Were there formative experiences you had on Saturday Night Live that prepared you particularly well for a comedic career?
Cackowski: When Emily and I found each other and started writing some sketches together, we would just giggle and giggle and one of our favorite sketches was when Will Ferrel came back to host and it was something really specific that we both loved — when corporations hire somebody to do content for them, like MC’ing a corporate function —
Spivey: Corporate comedy.
Cackowski: Yes, writing that together from start to finish was so joyful. And for me, I had never met Ferrell before and I was a huge fan, seeing him do something that we wrote was a super cool moment.
Spivey: What I learned there, along with Poehler, is that if it takes too long you’re doing it wrong. Improv teaches you this too; just get to the heart of the scene and write it as fast as possible and not overthink it. Often times when I’m stuck I think about those nights writing with Amy when we decided to just keep jamming it and have as much laughs as we can instead of laboring over something. Working that way was really rewarding to me and helped a lot with my confidence as a writer.
Cackowski: Also, every week there’s a ton of rejection there and it makes you much stronger. It makes you learn that rejection is okay and you’re going to come back next week and try again. Everybody writes sketches — there’s about 40 to choose from and only about 8 make it to the show.
Spivey: [It’s important] not to be too precious with your words and your work. Learning how to fully collaborate with others is so, so important. That may have been the biggest lesson I learned from SNL because it really is a pure ensemble and you cannot be precious with your work. You have to be a good collaborator, that’s how the best work comes out.
Other than PEN15 that you mentioned, are there other shows or movies or creators that you feel exemplify powerful comedic storytelling?
Cackowski: I know I said PEN15 before, but that show was making me laugh out loud, call my old best friend and talk with her, and it even made me cry a few times.
Can you share an unexpected moment from behind-the-scenes of Wine Country?
Cackowski: Jason Schwartzman would come so crazily prepared and that really tickled me. In one scene he’s chopping up seafood for his paella, and he came in having researched squid and having things to contribute, like adding in the difference between cuttlefish and a squid.

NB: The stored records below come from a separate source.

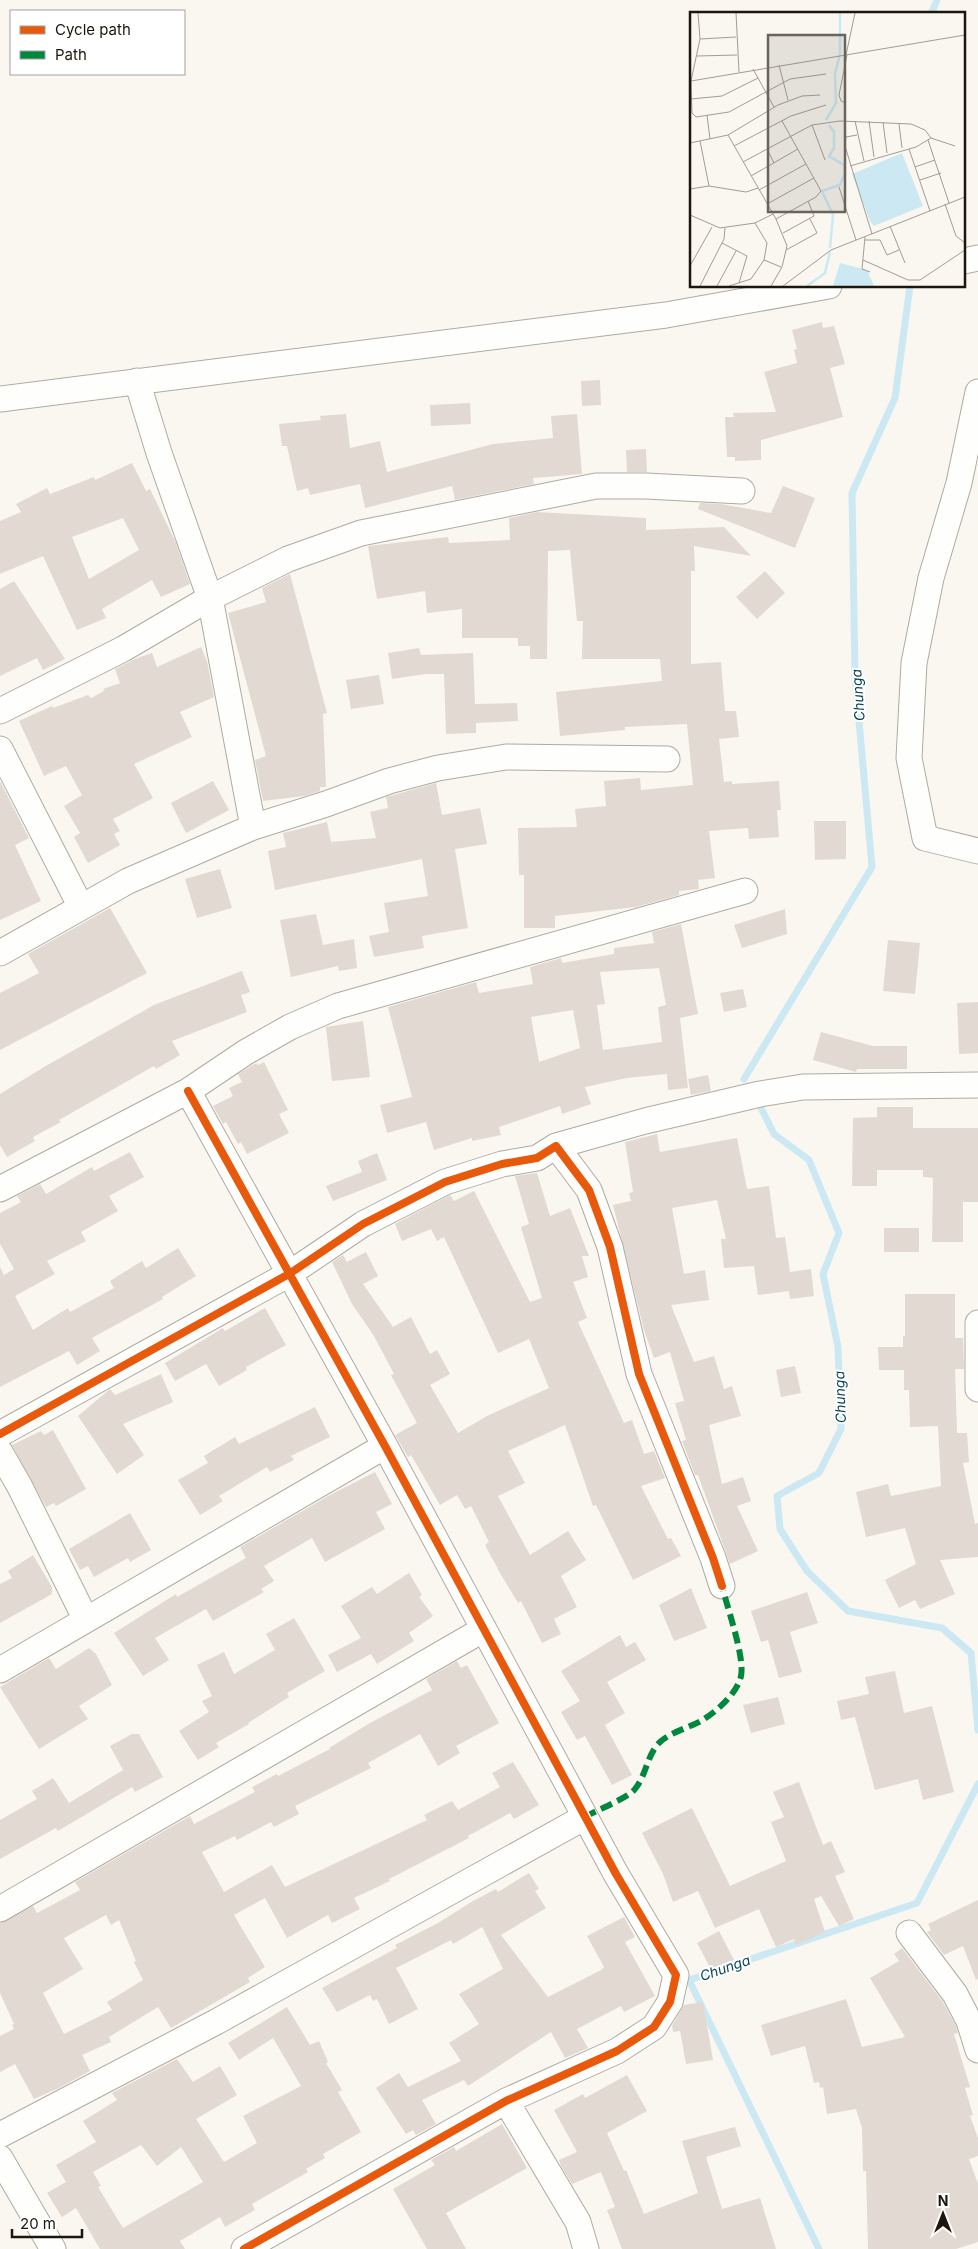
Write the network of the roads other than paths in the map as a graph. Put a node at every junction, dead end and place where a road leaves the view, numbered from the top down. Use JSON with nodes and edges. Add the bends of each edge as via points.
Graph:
{"nodes":[{"id":1,"x":818,"y":288,"type":"edge"},
{"id":2,"x":137,"y":381,"type":"junction"},
{"id":3,"x":978,"y":392,"type":"edge"},
{"id":4,"x":0,"y":400,"type":"edge"},
{"id":5,"x":742,"y":491,"type":"dead end"},
{"id":6,"x":210,"y":598,"type":"junction"},
{"id":7,"x":0,"y":711,"type":"edge"},
{"id":8,"x":0,"y":749,"type":"edge"},
{"id":9,"x":667,"y":759,"type":"dead end"},
{"id":10,"x":254,"y":827,"type":"junction"},
{"id":11,"x":978,"y":851,"type":"edge"},
{"id":12,"x":745,"y":891,"type":"dead end"},
{"id":13,"x":81,"y":907,"type":"junction"},
{"id":14,"x":0,"y":953,"type":"edge"},
{"id":15,"x":978,"y":1085,"type":"edge"},
{"id":16,"x":188,"y":1091,"type":"junction"},
{"id":17,"x":556,"y":1146,"type":"junction"},
{"id":18,"x":0,"y":1190,"type":"edge"},
{"id":19,"x":289,"y":1274,"type":"junction"},
{"id":20,"x":978,"y":1323,"type":"edge"},
{"id":21,"x":978,"y":1389,"type":"edge"},
{"id":22,"x":0,"y":1434,"type":"edge"},
{"id":23,"x":385,"y":1446,"type":"junction"},
{"id":24,"x":0,"y":1452,"type":"edge"},
{"id":25,"x":722,"y":1586,"type":"dead end"},
{"id":26,"x":86,"y":1620,"type":"junction"},
{"id":27,"x":484,"y":1630,"type":"junction"},
{"id":28,"x":0,"y":1670,"type":"edge"},
{"id":29,"x":585,"y":1817,"type":"junction"},
{"id":30,"x":0,"y":1909,"type":"edge"},
{"id":31,"x":909,"y":1932,"type":"dead end"},
{"id":32,"x":978,"y":2050,"type":"edge"},
{"id":33,"x":506,"y":2101,"type":"junction"},
{"id":34,"x":0,"y":2135,"type":"edge"},
{"id":35,"x":0,"y":2158,"type":"edge"},
{"id":36,"x":53,"y":2249,"type":"edge"},
{"id":37,"x":244,"y":2249,"type":"edge"},
{"id":38,"x":586,"y":2249,"type":"edge"}],
"edges":[{"from":1,"to":2,"type":"street","via":[[666,315]]},
{"from":2,"to":4,"type":"street"},
{"from":2,"to":6,"type":"street"},
{"from":3,"to":11,"type":"street","via":[[959,482],[931,578],[914,663],[909,758],[925,838]]},
{"from":5,"to":6,"type":"street","via":[[596,486],[500,504],[361,533],[288,559]]},
{"from":6,"to":7,"type":"street","via":[[123,649]]},
{"from":6,"to":10,"type":"street"},
{"from":8,"to":13,"type":"street"},
{"from":9,"to":10,"type":"street","via":[[506,757],[470,762],[389,781]]},
{"from":10,"to":13,"type":"street","via":[[128,881]]},
{"from":12,"to":16,"type":"street","via":[[338,1006],[290,1027]]},
{"from":13,"to":14,"type":"street"},
{"from":15,"to":17,"type":"street","via":[[794,1089],[645,1121]]},
{"from":16,"to":18,"type":"street"},
{"from":16,"to":19,"type":"street"},
{"from":17,"to":19,"type":"street","via":[[537,1158],[502,1164],[445,1182],[363,1224]]},
{"from":17,"to":25,"type":"street","via":[[589,1190],[610,1247],[639,1374],[714,1558]]},
{"from":19,"to":22,"type":"street"},
{"from":19,"to":23,"type":"street"},
{"from":20,"to":21,"type":"street"},
{"from":23,"to":26,"type":"street"},
{"from":23,"to":27,"type":"street"},
{"from":24,"to":26,"type":"street"},
{"from":26,"to":28,"type":"street"},
{"from":27,"to":29,"type":"street"},
{"from":27,"to":30,"type":"street"},
{"from":29,"to":33,"type":"street","via":[[676,1975],[670,2002],[654,2027],[617,2051]]},
{"from":29,"to":34,"type":"street","via":[[216,2022]]},
{"from":31,"to":32,"type":"street","via":[[956,1994]]},
{"from":33,"to":37,"type":"street"},
{"from":33,"to":38,"type":"street","via":[[578,2222]]},
{"from":35,"to":36,"type":"street"}]}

Spivey: Behind the scenes of the movie also became the movie. It was weird, like a hall of mirrors.
Cackowski: There was the original trip, then going back up there to shoot the movie about the trip, and now people are going back again to do press about the movie about the trip.
What are you working on now?
Cackowski: We have written another movie for Netflix, but I think that’s all we can say about it…
Spivey: I’m working on a cartoon for Fox called Bless the Hearts that has two female leads. It’s a King of the Hill-like cartoon that takes place in North Carolina. Kristin Wiig and Maya Rudolph star in it.
This interview has been edited for length and clarity.